ENTRIES PROVIDED =>
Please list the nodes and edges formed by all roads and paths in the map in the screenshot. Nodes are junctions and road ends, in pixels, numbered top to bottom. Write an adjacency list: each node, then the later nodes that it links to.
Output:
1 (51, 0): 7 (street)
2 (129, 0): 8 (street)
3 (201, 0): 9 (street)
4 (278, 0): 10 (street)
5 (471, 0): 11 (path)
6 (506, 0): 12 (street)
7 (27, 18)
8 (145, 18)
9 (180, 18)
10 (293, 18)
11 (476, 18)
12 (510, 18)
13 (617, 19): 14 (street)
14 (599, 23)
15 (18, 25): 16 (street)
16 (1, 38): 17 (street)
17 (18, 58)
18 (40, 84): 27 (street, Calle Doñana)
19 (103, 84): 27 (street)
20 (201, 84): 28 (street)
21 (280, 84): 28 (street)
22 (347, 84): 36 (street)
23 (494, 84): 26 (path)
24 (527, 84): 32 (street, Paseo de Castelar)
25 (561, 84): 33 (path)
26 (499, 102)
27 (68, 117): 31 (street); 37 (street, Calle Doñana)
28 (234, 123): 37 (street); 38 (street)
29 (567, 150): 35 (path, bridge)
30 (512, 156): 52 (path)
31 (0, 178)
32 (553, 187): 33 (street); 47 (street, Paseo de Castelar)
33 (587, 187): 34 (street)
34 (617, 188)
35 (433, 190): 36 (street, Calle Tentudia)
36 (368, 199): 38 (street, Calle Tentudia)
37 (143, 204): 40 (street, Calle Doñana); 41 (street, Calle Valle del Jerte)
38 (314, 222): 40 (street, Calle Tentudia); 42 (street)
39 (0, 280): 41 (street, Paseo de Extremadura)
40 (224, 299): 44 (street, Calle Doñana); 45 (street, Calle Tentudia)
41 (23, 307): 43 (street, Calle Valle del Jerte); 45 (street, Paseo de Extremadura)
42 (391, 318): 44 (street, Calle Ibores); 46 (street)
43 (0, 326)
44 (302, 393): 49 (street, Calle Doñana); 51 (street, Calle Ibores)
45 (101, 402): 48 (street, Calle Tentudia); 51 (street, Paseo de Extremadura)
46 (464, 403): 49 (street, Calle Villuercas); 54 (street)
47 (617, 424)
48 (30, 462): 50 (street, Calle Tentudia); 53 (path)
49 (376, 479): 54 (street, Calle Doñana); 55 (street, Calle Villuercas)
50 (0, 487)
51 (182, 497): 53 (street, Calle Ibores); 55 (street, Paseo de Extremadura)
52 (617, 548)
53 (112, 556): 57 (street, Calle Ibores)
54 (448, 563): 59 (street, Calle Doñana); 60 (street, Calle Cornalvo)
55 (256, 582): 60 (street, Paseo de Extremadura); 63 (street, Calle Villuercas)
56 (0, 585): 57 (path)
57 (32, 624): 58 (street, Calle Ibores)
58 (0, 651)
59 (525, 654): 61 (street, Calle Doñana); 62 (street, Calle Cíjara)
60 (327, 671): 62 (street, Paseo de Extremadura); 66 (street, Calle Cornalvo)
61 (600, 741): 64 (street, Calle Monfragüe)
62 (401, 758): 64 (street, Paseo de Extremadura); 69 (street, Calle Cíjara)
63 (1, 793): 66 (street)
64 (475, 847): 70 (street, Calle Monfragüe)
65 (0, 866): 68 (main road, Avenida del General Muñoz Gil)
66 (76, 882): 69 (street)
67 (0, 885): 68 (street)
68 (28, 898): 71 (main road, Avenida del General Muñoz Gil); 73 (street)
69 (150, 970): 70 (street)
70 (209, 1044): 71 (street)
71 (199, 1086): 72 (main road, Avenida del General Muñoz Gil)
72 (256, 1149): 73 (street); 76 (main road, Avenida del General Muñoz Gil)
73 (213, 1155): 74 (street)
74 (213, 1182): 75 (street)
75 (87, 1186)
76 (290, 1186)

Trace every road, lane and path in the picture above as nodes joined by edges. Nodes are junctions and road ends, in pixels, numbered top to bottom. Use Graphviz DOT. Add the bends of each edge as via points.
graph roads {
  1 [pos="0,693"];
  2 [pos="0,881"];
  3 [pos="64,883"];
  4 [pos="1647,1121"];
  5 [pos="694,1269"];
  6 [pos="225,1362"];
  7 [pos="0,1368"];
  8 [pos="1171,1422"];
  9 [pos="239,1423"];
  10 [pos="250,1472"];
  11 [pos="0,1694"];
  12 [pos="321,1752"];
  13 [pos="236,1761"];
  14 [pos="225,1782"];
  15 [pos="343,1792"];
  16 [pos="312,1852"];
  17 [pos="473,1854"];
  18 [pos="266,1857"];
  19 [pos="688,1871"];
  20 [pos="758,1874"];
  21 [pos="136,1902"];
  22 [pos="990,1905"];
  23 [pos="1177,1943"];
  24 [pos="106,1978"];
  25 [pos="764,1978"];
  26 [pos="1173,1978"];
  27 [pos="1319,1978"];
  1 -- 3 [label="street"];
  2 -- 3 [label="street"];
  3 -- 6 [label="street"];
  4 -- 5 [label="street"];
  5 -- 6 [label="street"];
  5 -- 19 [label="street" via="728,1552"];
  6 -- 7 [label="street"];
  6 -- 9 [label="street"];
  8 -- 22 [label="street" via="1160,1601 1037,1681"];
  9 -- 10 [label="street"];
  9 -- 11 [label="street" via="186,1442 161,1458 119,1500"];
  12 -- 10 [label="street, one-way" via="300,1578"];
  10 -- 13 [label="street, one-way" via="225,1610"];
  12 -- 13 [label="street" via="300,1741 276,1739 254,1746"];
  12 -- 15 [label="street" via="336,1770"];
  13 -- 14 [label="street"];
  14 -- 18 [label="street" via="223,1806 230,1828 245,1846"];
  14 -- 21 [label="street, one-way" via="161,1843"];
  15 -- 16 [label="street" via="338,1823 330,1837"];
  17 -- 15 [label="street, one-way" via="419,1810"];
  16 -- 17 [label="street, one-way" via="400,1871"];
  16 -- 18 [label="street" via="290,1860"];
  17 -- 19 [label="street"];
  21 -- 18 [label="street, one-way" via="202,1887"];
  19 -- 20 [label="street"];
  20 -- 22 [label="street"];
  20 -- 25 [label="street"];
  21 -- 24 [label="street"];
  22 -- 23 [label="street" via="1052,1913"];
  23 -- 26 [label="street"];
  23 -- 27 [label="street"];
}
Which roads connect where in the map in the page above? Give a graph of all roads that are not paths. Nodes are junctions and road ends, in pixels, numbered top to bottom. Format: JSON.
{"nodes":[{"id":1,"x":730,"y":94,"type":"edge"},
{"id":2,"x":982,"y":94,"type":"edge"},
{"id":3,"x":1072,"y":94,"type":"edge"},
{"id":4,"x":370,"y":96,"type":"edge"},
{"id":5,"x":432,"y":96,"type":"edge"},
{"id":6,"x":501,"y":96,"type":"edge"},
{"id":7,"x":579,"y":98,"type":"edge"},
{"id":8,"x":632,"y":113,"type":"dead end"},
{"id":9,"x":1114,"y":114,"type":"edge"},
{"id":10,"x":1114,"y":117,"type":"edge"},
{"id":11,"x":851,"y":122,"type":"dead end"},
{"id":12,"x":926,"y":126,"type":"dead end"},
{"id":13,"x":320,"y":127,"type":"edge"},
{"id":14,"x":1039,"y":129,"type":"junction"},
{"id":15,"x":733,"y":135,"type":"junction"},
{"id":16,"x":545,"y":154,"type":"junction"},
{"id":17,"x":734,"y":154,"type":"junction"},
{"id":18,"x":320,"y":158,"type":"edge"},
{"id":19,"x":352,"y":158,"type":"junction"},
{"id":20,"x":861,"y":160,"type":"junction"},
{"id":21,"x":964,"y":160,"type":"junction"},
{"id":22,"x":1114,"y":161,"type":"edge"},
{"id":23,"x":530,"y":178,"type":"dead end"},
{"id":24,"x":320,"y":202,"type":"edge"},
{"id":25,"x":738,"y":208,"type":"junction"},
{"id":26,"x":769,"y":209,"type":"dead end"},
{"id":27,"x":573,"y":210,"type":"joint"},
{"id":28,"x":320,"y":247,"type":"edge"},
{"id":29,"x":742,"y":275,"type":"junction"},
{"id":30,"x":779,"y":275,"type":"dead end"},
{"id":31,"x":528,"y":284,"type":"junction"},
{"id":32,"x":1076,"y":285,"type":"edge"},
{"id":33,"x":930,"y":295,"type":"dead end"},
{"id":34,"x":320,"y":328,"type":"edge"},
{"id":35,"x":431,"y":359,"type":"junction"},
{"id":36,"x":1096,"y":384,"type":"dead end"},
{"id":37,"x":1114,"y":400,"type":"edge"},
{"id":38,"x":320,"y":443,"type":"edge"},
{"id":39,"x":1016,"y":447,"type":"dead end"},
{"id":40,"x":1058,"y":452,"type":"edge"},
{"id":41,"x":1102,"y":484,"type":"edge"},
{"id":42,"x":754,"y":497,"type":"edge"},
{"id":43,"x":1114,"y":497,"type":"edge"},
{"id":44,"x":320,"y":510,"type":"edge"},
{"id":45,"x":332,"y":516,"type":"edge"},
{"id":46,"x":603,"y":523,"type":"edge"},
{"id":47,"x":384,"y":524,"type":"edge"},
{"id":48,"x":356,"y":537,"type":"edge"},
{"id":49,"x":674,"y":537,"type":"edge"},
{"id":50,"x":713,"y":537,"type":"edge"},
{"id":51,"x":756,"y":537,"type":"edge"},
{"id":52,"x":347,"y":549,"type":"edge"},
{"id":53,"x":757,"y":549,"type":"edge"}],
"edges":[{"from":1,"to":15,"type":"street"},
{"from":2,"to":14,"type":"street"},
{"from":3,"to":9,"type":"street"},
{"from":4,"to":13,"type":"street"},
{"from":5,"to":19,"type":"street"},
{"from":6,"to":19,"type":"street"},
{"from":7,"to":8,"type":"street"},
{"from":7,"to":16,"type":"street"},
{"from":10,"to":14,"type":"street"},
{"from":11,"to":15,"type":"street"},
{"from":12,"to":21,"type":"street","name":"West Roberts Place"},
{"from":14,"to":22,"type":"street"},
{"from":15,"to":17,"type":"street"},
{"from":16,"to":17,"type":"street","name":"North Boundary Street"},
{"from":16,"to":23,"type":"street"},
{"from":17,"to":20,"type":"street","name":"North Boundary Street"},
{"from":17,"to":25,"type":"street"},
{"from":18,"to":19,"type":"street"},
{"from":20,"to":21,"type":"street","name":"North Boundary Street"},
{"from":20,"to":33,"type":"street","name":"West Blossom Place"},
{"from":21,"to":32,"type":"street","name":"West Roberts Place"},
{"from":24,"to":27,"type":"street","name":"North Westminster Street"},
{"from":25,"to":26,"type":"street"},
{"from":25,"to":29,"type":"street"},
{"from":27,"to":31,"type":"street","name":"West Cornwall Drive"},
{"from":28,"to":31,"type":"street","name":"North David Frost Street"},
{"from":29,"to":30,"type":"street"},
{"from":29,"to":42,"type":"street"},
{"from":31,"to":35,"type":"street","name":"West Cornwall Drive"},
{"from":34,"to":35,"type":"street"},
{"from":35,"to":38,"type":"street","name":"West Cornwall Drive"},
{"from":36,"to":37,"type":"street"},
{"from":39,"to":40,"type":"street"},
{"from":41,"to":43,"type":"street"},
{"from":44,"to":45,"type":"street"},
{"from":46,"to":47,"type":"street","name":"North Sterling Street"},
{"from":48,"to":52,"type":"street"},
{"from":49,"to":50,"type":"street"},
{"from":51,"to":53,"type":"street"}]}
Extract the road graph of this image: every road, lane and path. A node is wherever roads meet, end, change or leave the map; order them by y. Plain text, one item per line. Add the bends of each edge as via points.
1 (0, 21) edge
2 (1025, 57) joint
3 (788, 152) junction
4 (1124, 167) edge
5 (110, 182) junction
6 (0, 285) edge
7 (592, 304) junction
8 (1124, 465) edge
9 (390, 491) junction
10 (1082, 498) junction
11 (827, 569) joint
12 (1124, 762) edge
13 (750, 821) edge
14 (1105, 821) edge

WHAT TO PRODUCE => Set down only the line containing "Extract the road" and the lines after it through the end, exactly as they appear above.

SOLUTION =>
Extract the road graph of this image: every road, lane and path. A node is wherever roads meet, end, change or leave the map; order them by y. Plain text, one item per line. Add the bends of each edge as via points.
1 (0, 21) edge
2 (1025, 57) joint
3 (788, 152) junction
4 (1124, 167) edge
5 (110, 182) junction
6 (0, 285) edge
7 (592, 304) junction
8 (1124, 465) edge
9 (390, 491) junction
10 (1082, 498) junction
11 (827, 569) joint
12 (1124, 762) edge
13 (750, 821) edge
14 (1105, 821) edge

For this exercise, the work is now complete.